此时下午时分,郭荣已经批阅完当天的凑章,听说近来淮南北上的粮船五百余艘抵达东水门外,郭荣回滋德殿换上了一身紫袍常服,乘车辇刚到东华门,内侍少监赵建良追了上来喊道:“官家稍等奴有事容禀。”
“何事“马车应声停下,郭荣拉开车帘问道。
“西京留守窦相公求见,命奴先呈上这个”赵建良有些忐忑地躬身上前,双手高举着递上一只黑漆木盒。

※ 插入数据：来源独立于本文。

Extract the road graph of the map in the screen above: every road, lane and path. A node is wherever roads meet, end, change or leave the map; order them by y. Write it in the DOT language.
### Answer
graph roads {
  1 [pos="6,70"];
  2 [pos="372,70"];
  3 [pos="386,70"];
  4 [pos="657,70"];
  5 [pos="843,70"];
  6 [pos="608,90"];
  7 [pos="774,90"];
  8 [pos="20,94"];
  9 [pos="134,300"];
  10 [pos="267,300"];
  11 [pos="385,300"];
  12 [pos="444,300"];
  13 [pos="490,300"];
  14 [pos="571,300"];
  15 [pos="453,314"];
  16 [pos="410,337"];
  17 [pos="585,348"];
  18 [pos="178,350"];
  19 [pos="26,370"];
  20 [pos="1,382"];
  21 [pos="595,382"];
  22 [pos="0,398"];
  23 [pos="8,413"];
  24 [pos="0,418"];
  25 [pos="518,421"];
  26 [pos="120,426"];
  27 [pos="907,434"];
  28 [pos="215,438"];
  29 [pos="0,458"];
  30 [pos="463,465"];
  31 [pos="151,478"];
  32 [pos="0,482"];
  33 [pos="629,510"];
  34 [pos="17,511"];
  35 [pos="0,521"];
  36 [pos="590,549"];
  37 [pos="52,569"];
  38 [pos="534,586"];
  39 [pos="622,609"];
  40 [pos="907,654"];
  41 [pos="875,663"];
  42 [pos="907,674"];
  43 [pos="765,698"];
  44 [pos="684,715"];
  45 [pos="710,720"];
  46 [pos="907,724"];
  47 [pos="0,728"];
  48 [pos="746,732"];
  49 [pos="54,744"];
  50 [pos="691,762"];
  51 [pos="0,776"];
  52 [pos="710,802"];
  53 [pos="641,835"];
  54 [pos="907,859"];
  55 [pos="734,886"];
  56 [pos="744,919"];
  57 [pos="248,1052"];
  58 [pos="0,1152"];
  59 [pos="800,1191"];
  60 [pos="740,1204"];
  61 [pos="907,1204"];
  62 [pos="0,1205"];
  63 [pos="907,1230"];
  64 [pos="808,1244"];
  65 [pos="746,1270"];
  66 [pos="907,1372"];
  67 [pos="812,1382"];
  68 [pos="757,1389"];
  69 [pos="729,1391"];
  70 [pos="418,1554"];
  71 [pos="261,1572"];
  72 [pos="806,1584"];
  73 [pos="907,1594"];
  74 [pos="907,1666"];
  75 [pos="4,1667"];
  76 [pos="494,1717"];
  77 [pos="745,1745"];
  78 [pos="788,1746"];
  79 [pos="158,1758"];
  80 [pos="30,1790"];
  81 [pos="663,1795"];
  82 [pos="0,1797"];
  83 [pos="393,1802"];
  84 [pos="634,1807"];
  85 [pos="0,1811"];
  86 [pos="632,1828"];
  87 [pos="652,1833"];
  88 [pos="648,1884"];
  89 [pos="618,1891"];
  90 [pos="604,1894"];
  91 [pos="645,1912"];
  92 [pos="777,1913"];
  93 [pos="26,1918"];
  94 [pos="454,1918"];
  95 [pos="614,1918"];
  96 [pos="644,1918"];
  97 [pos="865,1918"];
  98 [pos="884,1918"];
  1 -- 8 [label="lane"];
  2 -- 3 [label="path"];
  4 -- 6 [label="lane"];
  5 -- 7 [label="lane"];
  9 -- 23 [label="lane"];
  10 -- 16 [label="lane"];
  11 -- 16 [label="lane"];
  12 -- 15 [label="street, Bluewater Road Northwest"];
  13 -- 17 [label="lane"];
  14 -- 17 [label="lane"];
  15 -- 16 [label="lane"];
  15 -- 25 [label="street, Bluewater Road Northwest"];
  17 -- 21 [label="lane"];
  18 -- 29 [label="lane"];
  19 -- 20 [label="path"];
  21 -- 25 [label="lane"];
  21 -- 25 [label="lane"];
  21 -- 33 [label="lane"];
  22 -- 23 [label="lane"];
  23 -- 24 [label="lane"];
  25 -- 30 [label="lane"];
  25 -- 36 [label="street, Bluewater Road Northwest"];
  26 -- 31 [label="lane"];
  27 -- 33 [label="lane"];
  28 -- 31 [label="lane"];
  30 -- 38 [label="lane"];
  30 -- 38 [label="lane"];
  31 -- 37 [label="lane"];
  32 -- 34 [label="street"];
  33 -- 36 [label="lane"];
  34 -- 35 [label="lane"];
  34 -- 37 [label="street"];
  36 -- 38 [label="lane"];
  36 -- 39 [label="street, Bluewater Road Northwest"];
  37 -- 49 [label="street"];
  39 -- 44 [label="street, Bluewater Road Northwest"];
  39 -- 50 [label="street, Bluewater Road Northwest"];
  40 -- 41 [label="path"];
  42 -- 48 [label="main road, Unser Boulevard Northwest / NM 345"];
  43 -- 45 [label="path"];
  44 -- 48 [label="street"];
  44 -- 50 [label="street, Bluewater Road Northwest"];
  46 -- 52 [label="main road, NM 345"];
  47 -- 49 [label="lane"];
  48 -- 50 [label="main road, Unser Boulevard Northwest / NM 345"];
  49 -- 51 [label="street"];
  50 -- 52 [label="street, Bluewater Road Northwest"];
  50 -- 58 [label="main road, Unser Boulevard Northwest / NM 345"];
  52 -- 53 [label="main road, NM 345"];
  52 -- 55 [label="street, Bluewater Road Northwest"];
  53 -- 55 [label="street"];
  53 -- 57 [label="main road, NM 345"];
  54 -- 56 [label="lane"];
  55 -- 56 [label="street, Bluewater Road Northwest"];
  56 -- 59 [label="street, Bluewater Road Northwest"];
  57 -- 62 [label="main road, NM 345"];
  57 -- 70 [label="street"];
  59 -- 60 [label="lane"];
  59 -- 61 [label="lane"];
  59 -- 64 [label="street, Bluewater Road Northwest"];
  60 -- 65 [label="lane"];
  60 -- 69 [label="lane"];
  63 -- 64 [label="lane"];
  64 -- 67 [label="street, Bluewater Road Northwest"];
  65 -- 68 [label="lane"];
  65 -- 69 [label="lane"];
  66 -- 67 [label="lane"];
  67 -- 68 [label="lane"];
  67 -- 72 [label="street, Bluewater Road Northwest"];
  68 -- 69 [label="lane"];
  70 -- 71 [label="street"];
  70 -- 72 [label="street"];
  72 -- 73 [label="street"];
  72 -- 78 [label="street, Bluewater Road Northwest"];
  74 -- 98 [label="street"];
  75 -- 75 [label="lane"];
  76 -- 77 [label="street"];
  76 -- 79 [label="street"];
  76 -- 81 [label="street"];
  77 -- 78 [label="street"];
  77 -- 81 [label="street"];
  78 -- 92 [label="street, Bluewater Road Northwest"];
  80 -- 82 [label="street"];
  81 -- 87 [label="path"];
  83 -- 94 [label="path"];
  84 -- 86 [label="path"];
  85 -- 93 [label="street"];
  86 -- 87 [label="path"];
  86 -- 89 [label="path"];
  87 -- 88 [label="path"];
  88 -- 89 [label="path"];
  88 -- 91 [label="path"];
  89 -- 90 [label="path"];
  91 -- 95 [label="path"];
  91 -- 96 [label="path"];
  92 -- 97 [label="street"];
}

车前随侍的竟是董光买,他也是职任内侍少监,兼提举皇城司,虽然年不到三十岁,但自小进宫资历深厚,赵建良平日与他不合,但也不敢得罪。
木盒递到眼前,董光买定定地看着赵建良却是不接,正常是军情秘凑才会私递进宫,眼下这个木盒肯定不是军报,那应该由中书通事舍人递进来,赵建良这么做显然不合规距。
“那就呈上来吧”郭荣的声音语气略带不悦。
董光买这才接过木盒夹在腋下,转身拉开马车前门微微躬身进去,车厢内很宽大,郭荣正坐在矮脚条案后翻阅一些图册,见木盒递上来挥了挥手,董光买识趣地退了出去。